In a move that echoes Magritte’s famous painting “The Treachery of Images” (see below), Bigelow uses a very traditional poem (“Trees” by Joyce Kilmer) to draw attention to the impact of media on a poem. Magritte’s realistic depiction of a pipe juxtaposed with the seemingly paradoxical statement “This is is not a pipe” led audiences to realize that they were looking at oil paint on canvas, a representation of a pipe, which is much different from a real pipe (try smoking it).
Bigelow begins by showing us the image of something we instantly recognize as a poem— “Trees” is written in perfect iambic tetrameter and structured into six rhyming couplets— and reinforces it by providing an audio reading of the poem. The materials of print and audio recording (paper and vinyl) are evoked by the images of paper clips and a record, which spins when played to deliver the aural reading— depicting the concept and model of poetry everyone recognizes: lines of verse on the page as a score so that a reader can produce an oral performance of the poem.
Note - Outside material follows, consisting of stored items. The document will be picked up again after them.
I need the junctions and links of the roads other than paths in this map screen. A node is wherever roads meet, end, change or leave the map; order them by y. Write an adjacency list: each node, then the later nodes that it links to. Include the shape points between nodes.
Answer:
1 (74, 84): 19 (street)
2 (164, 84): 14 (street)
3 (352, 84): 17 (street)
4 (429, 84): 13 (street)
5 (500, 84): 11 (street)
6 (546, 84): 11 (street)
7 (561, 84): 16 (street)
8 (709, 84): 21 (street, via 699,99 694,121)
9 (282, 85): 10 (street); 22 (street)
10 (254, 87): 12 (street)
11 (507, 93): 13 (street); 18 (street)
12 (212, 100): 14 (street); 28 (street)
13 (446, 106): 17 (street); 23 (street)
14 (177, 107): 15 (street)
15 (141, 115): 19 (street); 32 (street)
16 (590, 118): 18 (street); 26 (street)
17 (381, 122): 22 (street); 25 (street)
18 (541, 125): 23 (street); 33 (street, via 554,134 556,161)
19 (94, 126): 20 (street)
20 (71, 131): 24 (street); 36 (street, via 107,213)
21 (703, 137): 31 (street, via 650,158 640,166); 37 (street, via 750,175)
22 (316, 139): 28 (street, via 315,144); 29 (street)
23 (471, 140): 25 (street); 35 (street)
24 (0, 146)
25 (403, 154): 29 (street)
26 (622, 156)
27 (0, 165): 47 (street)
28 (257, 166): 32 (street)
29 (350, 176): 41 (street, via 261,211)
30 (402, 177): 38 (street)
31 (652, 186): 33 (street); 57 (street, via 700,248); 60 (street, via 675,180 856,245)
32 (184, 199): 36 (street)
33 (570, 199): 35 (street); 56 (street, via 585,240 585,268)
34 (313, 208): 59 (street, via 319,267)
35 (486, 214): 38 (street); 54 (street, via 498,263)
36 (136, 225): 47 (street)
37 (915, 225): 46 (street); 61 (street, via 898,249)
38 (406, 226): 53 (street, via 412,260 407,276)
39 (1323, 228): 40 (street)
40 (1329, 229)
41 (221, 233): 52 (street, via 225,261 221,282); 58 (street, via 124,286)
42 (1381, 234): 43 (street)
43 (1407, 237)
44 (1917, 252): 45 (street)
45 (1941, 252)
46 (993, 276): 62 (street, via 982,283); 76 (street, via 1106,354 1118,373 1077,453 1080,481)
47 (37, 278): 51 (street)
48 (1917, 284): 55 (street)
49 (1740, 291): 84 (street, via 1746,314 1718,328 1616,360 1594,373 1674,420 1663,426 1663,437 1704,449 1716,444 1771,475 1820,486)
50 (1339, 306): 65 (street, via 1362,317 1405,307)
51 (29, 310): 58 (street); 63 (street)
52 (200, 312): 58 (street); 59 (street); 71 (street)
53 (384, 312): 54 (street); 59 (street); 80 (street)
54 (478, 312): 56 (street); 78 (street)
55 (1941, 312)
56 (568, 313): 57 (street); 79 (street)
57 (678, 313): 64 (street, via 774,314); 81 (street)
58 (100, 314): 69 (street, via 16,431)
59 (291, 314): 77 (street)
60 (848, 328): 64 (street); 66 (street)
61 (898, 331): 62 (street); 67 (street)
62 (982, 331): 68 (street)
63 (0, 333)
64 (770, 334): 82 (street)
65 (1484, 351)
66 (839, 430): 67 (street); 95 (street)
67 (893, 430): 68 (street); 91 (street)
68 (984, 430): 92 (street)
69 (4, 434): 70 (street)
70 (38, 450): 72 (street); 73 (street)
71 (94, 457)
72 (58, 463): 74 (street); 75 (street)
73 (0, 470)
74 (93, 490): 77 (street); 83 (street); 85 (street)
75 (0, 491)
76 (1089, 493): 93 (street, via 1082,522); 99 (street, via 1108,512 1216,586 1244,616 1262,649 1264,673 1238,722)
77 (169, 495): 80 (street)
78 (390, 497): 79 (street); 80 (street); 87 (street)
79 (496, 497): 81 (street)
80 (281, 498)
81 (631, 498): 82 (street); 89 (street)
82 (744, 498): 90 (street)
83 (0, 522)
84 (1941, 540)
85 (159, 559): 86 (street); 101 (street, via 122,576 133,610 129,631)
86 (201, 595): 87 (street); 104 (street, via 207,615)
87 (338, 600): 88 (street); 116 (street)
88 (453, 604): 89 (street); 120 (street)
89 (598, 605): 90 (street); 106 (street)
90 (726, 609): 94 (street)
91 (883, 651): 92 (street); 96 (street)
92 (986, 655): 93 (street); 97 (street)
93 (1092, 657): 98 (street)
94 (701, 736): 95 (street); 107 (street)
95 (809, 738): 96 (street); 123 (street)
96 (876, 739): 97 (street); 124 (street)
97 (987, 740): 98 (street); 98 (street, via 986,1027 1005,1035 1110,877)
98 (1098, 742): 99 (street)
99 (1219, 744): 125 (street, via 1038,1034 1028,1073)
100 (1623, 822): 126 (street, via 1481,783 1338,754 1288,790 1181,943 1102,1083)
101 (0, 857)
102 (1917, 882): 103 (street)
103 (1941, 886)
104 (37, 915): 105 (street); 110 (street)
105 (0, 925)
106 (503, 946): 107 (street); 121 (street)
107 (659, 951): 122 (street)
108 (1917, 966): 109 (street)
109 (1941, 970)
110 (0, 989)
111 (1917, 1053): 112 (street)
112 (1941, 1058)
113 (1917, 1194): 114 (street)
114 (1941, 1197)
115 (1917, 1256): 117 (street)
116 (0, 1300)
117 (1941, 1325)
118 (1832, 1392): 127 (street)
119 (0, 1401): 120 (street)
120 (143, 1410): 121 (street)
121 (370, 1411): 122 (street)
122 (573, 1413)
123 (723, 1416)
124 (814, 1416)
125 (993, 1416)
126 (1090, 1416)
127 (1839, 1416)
But the treachery of the digital image is that it contains codes which can charge it with behavior. Bigelow, in collaboration with Tammy McGovern, has encoded the work to respond to your digital “touch” allowing you to play with it, reconfiguring it into something that belongs to a different poetic scene. “This is not a poem” is a poem: it’s an e-poem.
Within this e-poem you’ll discover a short video clip that will serve as a disturbingly ironic reminder of how print dissemination of Kilmer’s poem is contradictory to its intended message.